§ **Problem requirements**
Show all lines from the listing below that contain "strong".

§ **Supplied records**
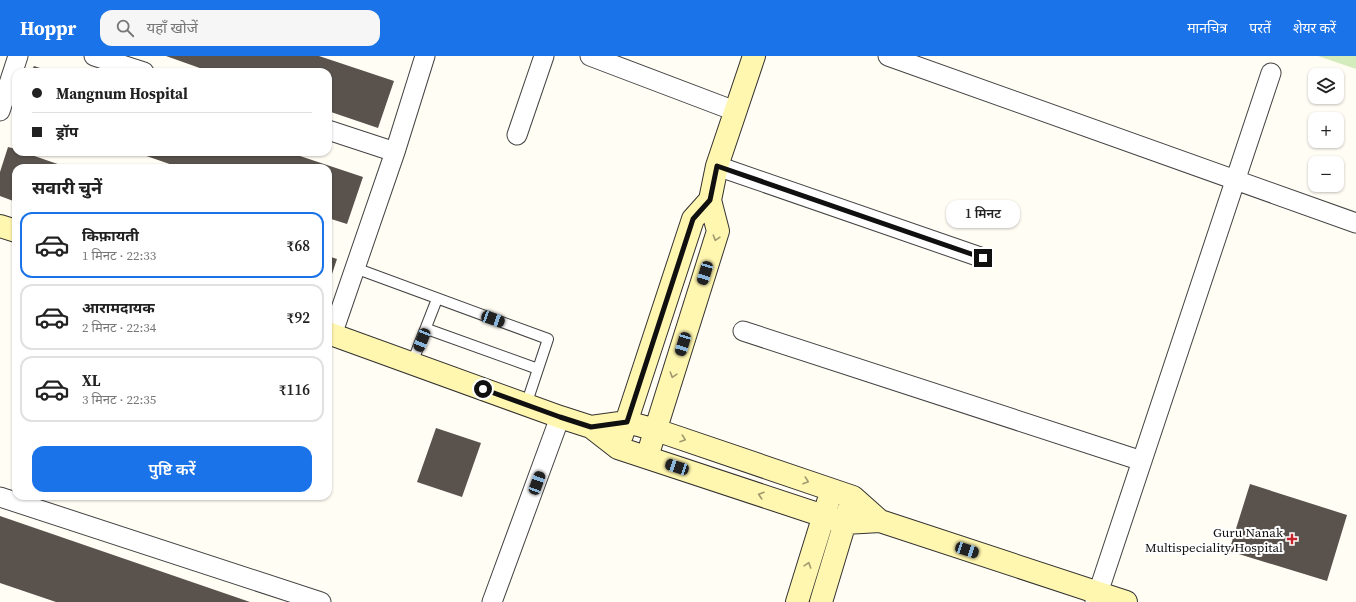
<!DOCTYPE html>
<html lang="hi">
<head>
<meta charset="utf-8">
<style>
	:root { --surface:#fff; --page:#f6f6f6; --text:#222; --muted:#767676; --line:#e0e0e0; --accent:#1a73e8 }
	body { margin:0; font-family:"Source Serif 4","Noto Sans Devanagari",serif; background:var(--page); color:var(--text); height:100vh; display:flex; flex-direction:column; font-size:15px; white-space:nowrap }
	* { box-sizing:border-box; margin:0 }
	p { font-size:13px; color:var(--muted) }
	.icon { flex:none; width:22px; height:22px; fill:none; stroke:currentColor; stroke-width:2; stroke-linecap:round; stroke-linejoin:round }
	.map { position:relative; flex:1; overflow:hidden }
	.panel { position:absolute; left:12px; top:108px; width:320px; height:336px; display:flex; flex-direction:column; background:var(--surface); border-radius:12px; box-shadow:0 1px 3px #0004 }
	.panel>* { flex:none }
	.top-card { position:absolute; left:12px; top:12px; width:320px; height:88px; border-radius:12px; box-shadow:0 1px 3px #0004; display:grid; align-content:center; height:88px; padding:0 20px; background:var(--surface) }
	.controls { position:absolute; left:1308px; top:12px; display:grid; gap:8px }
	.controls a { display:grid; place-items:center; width:36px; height:36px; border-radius:8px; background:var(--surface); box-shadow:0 1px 3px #0004; font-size:20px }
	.end { position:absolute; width:18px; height:18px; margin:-9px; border:5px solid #101010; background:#fff; box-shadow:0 0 0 2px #fff }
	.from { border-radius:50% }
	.bubble { position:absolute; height:28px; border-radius:12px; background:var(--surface); box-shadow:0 1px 3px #0004; font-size:13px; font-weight:600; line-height:28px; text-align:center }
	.car { position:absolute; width:12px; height:24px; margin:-12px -6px; border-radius:5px; box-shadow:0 0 3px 1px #0007; background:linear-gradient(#222 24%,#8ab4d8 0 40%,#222 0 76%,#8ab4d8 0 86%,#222 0) }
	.top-card b { display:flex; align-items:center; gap:14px; height:38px; font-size:15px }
	.top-card b+b { border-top:1px solid var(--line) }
	.top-card i { width:10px; height:10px; background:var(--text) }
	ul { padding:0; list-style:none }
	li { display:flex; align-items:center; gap:12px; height:66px; margin:0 8px 6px; padding:0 12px; border:2px solid var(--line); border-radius:12px }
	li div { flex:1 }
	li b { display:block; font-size:15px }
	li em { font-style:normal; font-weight:600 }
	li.current { border-color:var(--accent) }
	li>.icon { width:36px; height:36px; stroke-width:1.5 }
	h2 { padding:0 20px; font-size:18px; line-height:48px }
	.cta { display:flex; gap:8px; margin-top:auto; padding:8px 20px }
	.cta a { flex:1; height:46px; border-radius:12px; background:var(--accent); color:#fff; font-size:16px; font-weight:600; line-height:46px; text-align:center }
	header { display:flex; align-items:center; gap:24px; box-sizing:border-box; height:56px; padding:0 20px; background:var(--accent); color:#fff }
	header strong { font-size:19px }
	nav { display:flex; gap:22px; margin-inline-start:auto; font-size:14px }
	.search { width:280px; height:36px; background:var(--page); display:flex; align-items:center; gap:10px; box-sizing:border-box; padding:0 14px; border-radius:12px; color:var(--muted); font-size:15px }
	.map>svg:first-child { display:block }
</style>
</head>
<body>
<header>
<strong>Hoppr</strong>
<div class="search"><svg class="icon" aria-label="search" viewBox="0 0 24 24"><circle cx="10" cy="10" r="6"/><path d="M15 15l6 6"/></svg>यहाँ खोजें</div>
<nav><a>मानचित्र</a><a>परतें</a><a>शेयर करें</a></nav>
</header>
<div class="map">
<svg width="1356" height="546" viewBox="0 0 1356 546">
	<rect width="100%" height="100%" fill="#fffdf4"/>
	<path fill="#d4ebbc" d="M1318 0H1356V13Z"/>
	<path fill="#5a524c" d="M166 0H319L394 25 378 72 328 55V16H211Z
		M34 10 52 16H31Z
		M8 91 16 93V96H23L69 112H16V146L0 140V116Z
		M135 96H288L363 121 347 168 328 162V112H181Z
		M328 200 337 203 328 230Z
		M436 372 481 387 462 441 417 426Z
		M1250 428 1347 459 1327 525 1229 495Z
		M0 460 250 546H56L0 527Z"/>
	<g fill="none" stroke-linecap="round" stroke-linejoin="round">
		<defs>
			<path id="lane" d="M355 212 548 283 526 349
				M427 273 538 313
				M412 307 437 243"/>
			<path id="street" d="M94 0 144 16
				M590 0 735 55
				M888 0 1356 167
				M0 55 18 0
				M328 74 395 96
				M517 79 544 0
				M717 110 983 202
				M743 275 1142 405
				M332 279 395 96 425 0
				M0 441 321 546
				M492 546 560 361
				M1095 546 1271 17"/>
			<path id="secondary" d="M0 170 16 175
				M328 277 560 361 591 371 618 392 845 467 880 465 1126 546
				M591 371 627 366 656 374 853 441 880 465
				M622 379 693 163 710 144
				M647 401 718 175 710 144 717 110 754 0
				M797 546 828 446
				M821 546 849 453"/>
		</defs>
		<use href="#lane" stroke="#434343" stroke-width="12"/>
		<use href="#street" stroke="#434343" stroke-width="21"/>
		<use href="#secondary" stroke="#323232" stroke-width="24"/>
		<use href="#lane" stroke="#fff" stroke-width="10"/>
		<use href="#street" stroke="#fff" stroke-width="19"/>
		<use href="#secondary" stroke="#fff6af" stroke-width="22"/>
	</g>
	<defs><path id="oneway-chevron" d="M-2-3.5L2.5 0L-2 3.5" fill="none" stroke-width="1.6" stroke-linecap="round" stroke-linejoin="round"/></defs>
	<g stroke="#9f9a6f">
		<use href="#oneway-chevron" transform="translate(716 182) rotate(107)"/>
		<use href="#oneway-chevron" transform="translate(673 319) rotate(107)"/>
		<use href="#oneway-chevron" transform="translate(683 383) rotate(19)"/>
		<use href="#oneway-chevron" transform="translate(806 425) rotate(19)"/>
		<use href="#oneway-chevron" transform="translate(761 439) rotate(-162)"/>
		<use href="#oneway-chevron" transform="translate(808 509) rotate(-72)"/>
	</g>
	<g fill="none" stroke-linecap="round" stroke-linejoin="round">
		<path stroke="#101010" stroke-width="5" d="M483 333 560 361 591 371 627 366 693 163 710 144 717 110 983 202"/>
	</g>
	<path fill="#c5242b" stroke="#fff" stroke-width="1.5" d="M1290 477h4v4h4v4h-4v4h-4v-4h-4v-4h4z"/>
	<g text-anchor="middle" stroke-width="4" stroke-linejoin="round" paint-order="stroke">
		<g font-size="13" fill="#101010" stroke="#fff" text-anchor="end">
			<text x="1283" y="481">Guru Nanak<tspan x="1283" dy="15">Multispeciality Hospital</tspan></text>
		</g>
	</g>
</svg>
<div class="controls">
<a><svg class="icon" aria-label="layers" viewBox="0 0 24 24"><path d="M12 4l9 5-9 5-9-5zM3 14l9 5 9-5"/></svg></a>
<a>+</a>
<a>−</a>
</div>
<i class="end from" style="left:483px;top:333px"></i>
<i class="end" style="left:983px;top:202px"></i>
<div class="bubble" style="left:946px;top:144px;width:74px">1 मिनट</div>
<i class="car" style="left:705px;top:217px;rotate:197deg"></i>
<i class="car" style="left:493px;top:263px;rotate:110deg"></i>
<i class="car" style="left:422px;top:284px;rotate:202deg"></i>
<i class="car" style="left:683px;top:288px;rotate:197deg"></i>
<i class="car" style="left:677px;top:411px;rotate:288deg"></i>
<i class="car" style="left:537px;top:427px;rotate:20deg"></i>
<i class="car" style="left:967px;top:494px;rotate:108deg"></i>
<div class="top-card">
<b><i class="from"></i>Mangnum Hospital</b>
<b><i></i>ड्रॉप</b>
</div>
<section class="panel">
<h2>सवारी चुनें</h2>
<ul>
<li class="current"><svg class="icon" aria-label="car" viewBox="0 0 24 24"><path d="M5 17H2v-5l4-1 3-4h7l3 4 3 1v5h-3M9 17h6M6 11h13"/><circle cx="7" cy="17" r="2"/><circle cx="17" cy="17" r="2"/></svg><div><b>किफ़ायती</b><p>1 मिनट · 22:33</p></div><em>₹68</em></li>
<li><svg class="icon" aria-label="car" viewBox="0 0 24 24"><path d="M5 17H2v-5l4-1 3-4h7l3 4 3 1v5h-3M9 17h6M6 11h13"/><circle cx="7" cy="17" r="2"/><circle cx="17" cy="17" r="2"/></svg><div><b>आरामदायक</b><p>2 मिनट · 22:34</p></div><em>₹92</em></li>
<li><svg class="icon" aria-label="car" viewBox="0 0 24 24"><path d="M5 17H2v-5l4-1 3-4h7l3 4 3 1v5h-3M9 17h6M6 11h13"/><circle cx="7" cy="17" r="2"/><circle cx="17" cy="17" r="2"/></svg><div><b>XL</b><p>3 मिनट · 22:35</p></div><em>₹116</em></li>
</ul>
<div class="cta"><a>पुष्टि करें</a></div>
</section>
</div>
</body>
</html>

§ **Response box**
	header strong { font-size:19px }
<strong>Hoppr</strong>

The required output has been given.